For The Mavericks, this go-round is a shot at that second act that F. Scott Fitzgerald was famous for once saying never happens. The band’s first chapter found them getting signed to MCA Nashville in the early ‘90s, when other neocountry acts like Lyle Lovett, Shelby Lynne, k.d. Lang and Dwight Yoakam were briefly given a seat at the Music Row table. For The Mavericks, success was significant in the shape of a handful of Top 40 country hits, CMA and Grammy awards and six studio albums before creative burnout and a degree of acrimony caused the band to splinter in 2004. With the members going separate ways, Malo went off and recoded six solo albums, never really expecting to see The Mavericks come back together. But he wound up missing the band than he thought he would.

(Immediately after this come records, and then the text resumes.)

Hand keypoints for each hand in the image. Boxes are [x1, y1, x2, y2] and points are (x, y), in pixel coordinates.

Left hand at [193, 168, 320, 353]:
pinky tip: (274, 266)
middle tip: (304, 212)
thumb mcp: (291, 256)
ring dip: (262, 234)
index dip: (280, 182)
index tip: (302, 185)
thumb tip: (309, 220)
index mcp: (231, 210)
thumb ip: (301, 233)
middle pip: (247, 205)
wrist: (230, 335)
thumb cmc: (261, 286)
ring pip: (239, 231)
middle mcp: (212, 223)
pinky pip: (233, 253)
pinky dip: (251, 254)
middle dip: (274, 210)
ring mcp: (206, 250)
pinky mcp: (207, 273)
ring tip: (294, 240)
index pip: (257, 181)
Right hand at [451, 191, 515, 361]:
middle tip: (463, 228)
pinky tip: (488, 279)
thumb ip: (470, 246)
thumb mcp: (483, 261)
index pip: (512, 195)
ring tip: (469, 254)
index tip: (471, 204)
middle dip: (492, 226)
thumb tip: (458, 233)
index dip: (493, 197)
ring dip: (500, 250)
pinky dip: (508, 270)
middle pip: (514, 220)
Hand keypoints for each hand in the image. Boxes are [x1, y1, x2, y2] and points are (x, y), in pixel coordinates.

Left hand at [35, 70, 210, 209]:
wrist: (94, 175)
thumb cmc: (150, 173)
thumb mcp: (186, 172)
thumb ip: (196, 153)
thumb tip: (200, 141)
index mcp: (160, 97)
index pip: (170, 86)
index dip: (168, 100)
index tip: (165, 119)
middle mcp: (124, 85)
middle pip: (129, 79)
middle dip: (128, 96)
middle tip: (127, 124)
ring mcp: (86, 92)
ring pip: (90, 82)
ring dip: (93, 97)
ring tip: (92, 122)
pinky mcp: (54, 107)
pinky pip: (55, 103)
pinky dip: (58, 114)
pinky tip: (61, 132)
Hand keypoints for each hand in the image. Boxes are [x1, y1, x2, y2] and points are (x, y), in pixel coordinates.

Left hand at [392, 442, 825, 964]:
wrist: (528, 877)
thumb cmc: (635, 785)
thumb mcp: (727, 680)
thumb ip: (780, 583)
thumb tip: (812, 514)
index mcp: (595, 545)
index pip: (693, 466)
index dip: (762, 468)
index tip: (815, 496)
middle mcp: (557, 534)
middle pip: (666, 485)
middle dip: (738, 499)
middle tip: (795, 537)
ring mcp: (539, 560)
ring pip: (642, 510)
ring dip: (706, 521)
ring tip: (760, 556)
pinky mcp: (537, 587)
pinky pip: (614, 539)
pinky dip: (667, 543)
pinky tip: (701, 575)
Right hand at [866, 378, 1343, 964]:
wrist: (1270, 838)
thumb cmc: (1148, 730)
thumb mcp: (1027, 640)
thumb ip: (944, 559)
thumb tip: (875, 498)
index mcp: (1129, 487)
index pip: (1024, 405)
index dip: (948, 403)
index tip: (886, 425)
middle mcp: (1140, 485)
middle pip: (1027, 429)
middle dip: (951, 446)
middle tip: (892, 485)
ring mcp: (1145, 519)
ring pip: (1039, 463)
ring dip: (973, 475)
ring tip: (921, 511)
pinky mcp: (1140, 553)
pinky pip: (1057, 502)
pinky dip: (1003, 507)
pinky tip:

“Everybody went their separate ways and then a few years went by and I was making solo records. I felt myself more and more, after every record, just thinking to myself that I wish The Mavericks were playing this song or I’d wish that we’d do a gig every once in a while. And the more solo records that I made, the more they started to sound like Mavericks songs,” Malo said. “I tried so hard to get away from it but then you just get to a point where you realize that maybe this our thing and maybe this is something that’s special. I think for a while when you’re burnt out, you don’t have perspective. So fast forward, I really kept missing the band. I had a conversation with my friends over at Big Machine, Alison Jones and asked her what she thought if we made a Mavericks record because I had these songs that sounded like it could be a Mavericks record and it was the In Time record. They were all for it and that was it.”
Currently calling Nashville home, Malo admits it’s a bit different this time for The Mavericks as far as the country music industry goes. And while Taylor Swift is a labelmate, he’s realistic enough to know that the door to mainstream country music airplay isn’t going to be swinging open for his band any time soon. But having been down this path before, he’s at peace with the position The Mavericks currently occupy.
“We get a lot of movie and TV placement, so there are other ways for us to still have a hit record. It’s just not going to be conventional and not going to be the way it used to be,” he admitted. “But that’s okay, because that’s our own doing. I don’t want to do this any other way and at the end of the day, we did it the way we wanted to do it. And that counts for something.”